Requirement:
An exact copy of the data is required; the images should not appear in it.

Raw data:
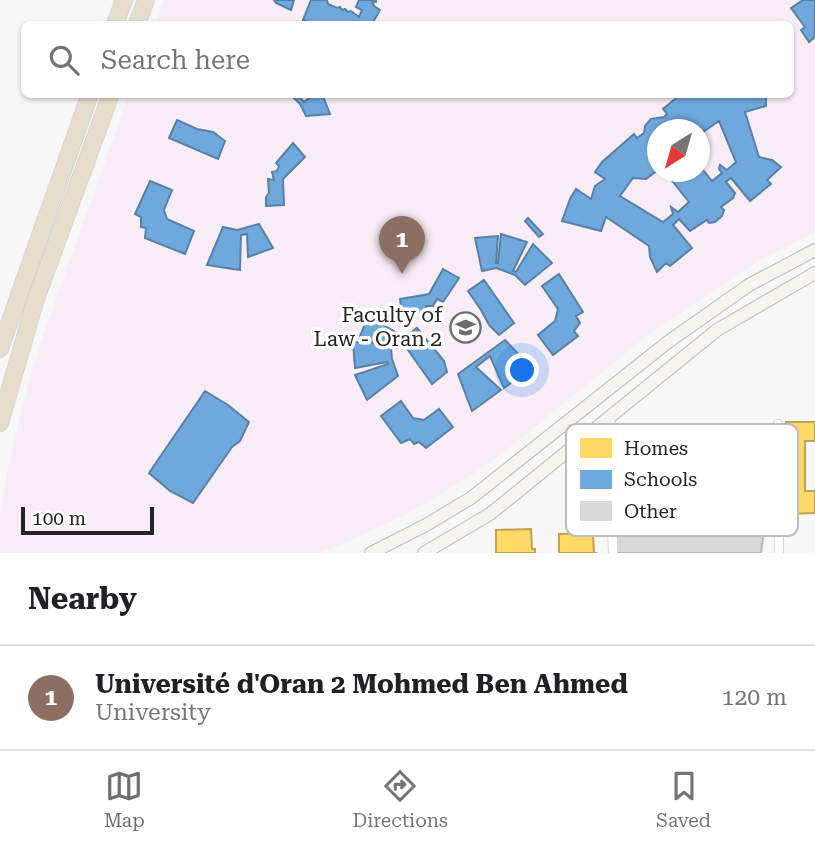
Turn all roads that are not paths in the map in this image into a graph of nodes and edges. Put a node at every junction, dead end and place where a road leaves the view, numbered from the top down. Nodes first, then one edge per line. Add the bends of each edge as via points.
1 (124, 0) edge
2 (146, 0) edge
3 (116, 21) edge
4 (138, 21) edge
5 (89, 98) edge
6 (110, 98) edge
7 (815, 250) edge
8 (815, 273) edge
9 (0, 349) edge
10 (610, 418) junction
11 (0, 423) edge
12 (602, 424) edge
13 (610, 424) edge
14 (566, 453) edge
15 (371, 553) edge
16 (424, 553) edge

1 - 3 highway
2 - 4 highway
5 - 9 highway
6 - 11 highway via 35,302
7 - 15 main road via 749,285 668,342 471,498
8 - 10 main road via 717,330
10 - 12 main road
10 - 13 street
14 - 16 main road via 490,514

Response to the task:
Turn all roads that are not paths in the map in this image into a graph of nodes and edges. Put a node at every junction, dead end and place where a road leaves the view, numbered from the top down. Nodes first, then one edge per line. Add the bends of each edge as via points.
1 (124, 0) edge
2 (146, 0) edge
3 (116, 21) edge
4 (138, 21) edge
5 (89, 98) edge
6 (110, 98) edge
7 (815, 250) edge
8 (815, 273) edge
9 (0, 349) edge
10 (610, 418) junction
11 (0, 423) edge
12 (602, 424) edge
13 (610, 424) edge
14 (566, 453) edge
15 (371, 553) edge
16 (424, 553) edge

1 - 3 highway
2 - 4 highway
5 - 9 highway
6 - 11 highway via 35,302
7 - 15 main road via 749,285 668,342 471,498
8 - 10 main road via 717,330
10 - 12 main road
10 - 13 street
14 - 16 main road via 490,514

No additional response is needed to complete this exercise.